Get the most out of your class time

Statistics+100+students+listen+to+newly+hired+instructor%2C+Karle+Laska%2C+speak+about+the+final+few+pages+in+the+course+manual+on+Dec+8%2C+2015.

Hannah Auten | Daily Illini

Statistics 100 students listen to newly hired instructor, Karle Laska, speak about the final few pages in the course manual on Dec 8, 2015.

By Berch Kamber, Design editor

If you’re like me, and your first day of classes was a mess, take a deep breath and read on.

When you’re at the University of Illinois, big lectures will most likely rule your daily schedule for the first year or two. Lectures make sense from a numbers standpoint; they teach the highest amount of students in the most efficient way. Unfortunately, they can be daunting if you don’t know the proper techniques to maximize your retention.

I remember my first lecture of college: Calculus III in Altgeld 314. I remember my professor writing a URL the length of at least four blackboards. The class syllabus could be found by following the link, with course weighting, office hours, grade cutoffs, etc. The professor conveyed this information in one sentence, and proceeded to discuss the three dimensional coordinate plane and its various applications.

Within minutes we were writing equations for tangent lines and planes, shortest distances between points and lines in space, and probably some other stuff that I didn’t catch and still don’t know.
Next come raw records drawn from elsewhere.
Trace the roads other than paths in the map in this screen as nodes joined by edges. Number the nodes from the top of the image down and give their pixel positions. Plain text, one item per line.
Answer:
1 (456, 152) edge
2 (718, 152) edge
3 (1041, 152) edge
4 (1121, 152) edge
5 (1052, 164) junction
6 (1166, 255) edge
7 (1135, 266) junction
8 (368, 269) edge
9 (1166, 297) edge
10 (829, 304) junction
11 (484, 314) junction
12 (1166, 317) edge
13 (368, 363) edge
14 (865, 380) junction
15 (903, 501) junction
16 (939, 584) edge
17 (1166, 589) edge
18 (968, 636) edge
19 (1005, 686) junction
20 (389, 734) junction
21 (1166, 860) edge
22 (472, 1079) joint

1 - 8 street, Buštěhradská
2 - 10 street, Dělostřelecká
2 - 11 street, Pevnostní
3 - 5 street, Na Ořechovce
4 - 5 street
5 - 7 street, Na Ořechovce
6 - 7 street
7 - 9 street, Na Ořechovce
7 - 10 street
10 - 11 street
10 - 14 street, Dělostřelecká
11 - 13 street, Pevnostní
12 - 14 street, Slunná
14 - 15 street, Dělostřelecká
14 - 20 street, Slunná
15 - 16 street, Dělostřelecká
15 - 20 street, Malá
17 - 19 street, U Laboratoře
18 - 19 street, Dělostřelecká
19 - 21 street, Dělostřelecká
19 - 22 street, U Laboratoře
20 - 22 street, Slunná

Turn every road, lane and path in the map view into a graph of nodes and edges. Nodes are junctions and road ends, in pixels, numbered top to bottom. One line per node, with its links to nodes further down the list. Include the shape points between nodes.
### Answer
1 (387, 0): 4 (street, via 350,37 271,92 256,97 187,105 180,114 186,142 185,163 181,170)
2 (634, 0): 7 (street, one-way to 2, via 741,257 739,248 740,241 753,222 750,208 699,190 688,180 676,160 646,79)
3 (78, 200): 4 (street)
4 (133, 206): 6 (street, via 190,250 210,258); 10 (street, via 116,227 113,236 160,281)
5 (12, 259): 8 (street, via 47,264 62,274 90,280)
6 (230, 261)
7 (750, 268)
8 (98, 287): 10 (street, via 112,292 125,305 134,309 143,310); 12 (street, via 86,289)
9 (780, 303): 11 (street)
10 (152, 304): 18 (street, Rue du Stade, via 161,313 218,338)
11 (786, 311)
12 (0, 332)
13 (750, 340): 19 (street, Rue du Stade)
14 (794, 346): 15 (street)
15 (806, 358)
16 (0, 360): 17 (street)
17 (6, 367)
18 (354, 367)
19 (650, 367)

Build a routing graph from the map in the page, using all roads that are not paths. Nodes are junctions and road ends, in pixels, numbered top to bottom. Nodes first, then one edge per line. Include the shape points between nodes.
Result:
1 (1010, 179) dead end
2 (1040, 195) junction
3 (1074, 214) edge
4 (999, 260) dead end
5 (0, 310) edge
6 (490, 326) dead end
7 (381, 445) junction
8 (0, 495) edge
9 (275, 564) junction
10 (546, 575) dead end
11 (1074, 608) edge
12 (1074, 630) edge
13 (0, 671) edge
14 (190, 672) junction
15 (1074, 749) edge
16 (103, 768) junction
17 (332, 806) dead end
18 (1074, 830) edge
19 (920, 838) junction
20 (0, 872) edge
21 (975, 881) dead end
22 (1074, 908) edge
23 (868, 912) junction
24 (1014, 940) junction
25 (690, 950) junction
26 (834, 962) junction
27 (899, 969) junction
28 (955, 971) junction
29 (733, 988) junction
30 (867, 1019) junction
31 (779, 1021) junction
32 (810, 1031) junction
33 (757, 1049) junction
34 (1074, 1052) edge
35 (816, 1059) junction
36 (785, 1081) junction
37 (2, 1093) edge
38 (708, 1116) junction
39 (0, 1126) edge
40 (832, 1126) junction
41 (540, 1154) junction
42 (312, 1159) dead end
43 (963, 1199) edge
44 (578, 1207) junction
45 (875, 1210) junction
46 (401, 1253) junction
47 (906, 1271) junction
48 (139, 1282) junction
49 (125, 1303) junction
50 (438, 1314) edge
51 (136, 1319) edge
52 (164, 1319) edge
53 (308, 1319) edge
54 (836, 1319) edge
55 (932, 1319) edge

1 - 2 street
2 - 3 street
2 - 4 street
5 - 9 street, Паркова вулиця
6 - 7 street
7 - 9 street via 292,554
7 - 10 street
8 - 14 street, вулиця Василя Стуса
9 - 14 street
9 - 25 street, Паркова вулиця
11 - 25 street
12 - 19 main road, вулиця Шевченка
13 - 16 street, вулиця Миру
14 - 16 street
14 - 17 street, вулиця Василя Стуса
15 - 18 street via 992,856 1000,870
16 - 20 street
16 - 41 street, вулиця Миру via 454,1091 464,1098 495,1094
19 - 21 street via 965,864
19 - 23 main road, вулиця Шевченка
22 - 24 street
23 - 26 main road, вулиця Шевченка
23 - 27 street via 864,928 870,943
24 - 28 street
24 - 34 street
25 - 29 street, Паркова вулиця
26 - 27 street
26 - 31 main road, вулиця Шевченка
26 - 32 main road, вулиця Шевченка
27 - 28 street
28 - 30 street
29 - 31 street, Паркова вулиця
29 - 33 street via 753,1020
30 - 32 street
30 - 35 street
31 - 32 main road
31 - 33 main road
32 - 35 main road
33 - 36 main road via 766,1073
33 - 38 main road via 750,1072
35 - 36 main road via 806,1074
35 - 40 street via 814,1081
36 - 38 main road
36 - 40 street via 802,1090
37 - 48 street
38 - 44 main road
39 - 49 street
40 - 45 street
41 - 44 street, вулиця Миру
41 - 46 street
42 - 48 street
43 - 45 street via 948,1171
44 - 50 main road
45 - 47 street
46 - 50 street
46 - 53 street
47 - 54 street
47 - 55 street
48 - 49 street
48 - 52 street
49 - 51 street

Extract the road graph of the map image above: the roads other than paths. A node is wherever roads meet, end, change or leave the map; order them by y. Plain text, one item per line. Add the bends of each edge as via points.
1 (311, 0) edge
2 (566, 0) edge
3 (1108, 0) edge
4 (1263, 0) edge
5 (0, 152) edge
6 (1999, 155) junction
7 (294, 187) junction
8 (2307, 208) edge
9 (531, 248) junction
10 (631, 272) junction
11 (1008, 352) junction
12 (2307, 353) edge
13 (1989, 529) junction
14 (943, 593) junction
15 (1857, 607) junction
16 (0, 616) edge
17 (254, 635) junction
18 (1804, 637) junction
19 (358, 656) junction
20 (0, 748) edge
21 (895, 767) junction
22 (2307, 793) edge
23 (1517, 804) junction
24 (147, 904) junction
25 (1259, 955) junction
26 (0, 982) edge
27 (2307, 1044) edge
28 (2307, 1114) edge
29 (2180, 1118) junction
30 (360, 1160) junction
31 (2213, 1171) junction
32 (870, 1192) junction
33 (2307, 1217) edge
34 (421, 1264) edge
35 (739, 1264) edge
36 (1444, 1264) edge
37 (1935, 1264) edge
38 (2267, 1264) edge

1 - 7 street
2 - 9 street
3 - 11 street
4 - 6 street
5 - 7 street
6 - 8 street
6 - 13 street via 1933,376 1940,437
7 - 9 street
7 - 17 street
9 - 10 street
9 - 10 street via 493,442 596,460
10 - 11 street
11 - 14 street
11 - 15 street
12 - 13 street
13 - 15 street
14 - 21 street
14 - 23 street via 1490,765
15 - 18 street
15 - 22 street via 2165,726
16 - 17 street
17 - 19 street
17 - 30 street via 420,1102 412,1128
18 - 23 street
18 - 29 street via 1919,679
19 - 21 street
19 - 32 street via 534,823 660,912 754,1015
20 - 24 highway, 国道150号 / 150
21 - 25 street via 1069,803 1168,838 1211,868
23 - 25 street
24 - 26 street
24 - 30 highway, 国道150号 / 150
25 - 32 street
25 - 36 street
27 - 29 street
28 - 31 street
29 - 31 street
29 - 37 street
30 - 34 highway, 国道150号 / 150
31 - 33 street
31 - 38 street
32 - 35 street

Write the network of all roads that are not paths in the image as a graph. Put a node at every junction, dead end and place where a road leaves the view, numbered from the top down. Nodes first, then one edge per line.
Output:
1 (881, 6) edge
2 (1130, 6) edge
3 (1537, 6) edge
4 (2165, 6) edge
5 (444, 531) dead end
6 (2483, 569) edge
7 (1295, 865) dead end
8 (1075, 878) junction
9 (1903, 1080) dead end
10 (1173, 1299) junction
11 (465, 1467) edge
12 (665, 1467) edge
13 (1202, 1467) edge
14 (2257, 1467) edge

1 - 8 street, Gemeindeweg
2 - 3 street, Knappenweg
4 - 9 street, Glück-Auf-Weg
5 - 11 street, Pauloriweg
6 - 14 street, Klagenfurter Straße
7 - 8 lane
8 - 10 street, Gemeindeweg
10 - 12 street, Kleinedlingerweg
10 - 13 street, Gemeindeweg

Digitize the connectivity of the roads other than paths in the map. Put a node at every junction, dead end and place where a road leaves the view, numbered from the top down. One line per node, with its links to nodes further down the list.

When you get home from class and you look through your day’s notes, it’s easy to forget how much you can write in the period of 50 minutes. The first week of classes fly by, and then you’re left with a dozen pages of notes that look more like chicken scratch. Before you know it, your first set of midterms come and while flipping through your notebook, you can’t remember if your professor was making an example on the board or if you were doodling lines in multivariable space. What do you do?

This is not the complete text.